Grand Huit quivers its way off key and stumbles out of 4/4 rhythmic confines, warbling into cheap microphones and pushing the incessant return of flimsy drum samples to the fore. There’s a potent sense of hand-assembly surrounding David Fenech’s first ever full-length; a lo-fi reimagining via musical cardboard and clumsily applied masking tape, embarking on a crooked adoption of limping trip-hop, sensual electronica and garish falsetto funk, all recorded within the delightful limitations of a cassette four-track. It sounds isolated somewhat – shut away in a cramped studio space, detached from mainstream music’s slick production values but vaguely aware of its host of stylistic clichés.
The vocals are a particularly distinctive aspect. On “Mister Master”, Fenech rasps and growls over wayward splats of keyboard and the boing of beater against a loose drum skin, occasionally breaking from the unintelligible monologue to cough and splutter directly down the microphone; he sounds dogged with flu, and there’s something incredibly engaging about Fenech’s merciless, germs ‘n’ all document of his current state. Elsewhere, his voice moves between infantile whimpers and the double-tracked wails of a drunken Bee Gees karaoke, flailing erratically over the drum machines and palm-mashed organs, yet strained as though conscious of waking people in the next room over.
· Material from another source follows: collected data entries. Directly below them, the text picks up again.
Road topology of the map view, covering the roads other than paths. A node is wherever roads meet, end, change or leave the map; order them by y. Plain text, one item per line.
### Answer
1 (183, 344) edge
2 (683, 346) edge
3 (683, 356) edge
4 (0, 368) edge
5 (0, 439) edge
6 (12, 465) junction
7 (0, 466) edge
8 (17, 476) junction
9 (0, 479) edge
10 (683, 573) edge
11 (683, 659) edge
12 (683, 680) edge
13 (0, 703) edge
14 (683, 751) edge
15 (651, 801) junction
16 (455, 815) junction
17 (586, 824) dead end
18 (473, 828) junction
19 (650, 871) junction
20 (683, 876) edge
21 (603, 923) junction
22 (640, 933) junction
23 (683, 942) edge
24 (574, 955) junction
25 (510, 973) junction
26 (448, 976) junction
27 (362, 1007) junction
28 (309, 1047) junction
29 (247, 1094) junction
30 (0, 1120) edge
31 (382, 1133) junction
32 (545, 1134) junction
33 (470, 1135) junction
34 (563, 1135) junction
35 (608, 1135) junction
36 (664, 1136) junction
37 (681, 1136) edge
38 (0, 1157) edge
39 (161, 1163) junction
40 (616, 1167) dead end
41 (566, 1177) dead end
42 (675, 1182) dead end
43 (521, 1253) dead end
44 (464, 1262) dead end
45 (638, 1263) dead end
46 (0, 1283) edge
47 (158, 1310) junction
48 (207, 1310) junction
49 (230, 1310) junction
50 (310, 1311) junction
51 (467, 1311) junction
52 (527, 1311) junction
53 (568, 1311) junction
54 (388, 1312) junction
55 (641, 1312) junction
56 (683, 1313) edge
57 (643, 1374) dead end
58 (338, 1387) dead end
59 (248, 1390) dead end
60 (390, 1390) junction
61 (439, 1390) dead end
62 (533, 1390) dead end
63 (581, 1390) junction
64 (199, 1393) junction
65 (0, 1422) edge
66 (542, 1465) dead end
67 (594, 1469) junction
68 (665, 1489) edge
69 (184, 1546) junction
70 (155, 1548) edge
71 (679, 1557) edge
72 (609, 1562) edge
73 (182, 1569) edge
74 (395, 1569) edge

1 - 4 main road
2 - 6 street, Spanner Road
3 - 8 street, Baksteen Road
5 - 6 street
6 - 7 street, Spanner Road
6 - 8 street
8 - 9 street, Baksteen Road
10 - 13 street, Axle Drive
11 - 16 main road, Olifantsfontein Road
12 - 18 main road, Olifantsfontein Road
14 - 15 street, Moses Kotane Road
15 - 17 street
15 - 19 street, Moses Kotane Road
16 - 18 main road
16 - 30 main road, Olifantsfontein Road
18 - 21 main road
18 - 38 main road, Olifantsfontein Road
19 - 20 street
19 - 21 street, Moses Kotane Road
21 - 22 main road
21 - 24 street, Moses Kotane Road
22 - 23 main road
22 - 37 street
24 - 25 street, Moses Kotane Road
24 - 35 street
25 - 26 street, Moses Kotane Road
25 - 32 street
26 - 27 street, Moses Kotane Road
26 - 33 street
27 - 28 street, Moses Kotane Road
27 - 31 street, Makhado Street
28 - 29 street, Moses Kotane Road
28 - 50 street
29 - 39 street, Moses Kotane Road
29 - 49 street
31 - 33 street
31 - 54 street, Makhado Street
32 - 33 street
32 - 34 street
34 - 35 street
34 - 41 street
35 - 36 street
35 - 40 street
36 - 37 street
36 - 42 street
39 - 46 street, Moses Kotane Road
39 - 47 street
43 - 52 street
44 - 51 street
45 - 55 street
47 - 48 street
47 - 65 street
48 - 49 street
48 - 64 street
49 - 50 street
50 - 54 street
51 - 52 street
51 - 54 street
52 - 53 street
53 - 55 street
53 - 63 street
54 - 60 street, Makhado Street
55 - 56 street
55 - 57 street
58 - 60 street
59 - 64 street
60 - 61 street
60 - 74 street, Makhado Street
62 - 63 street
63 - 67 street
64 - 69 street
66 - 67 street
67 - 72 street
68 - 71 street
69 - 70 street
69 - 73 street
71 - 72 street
It’s an album of collage, tumbling between recorded conversations, sloshing water, sci-fi electronics and busted vinyls – the songs are stranded somewhere in amongst all of this, clambering out of the noise and assembling themselves out of the scraps of sound available. “Grand Huit” is actually the French term for “roller coaster”, and while the album lacks the slick mechanical grandeur of an amusement park ride, it undoubtedly shares the perverse thrill of pure disorientation.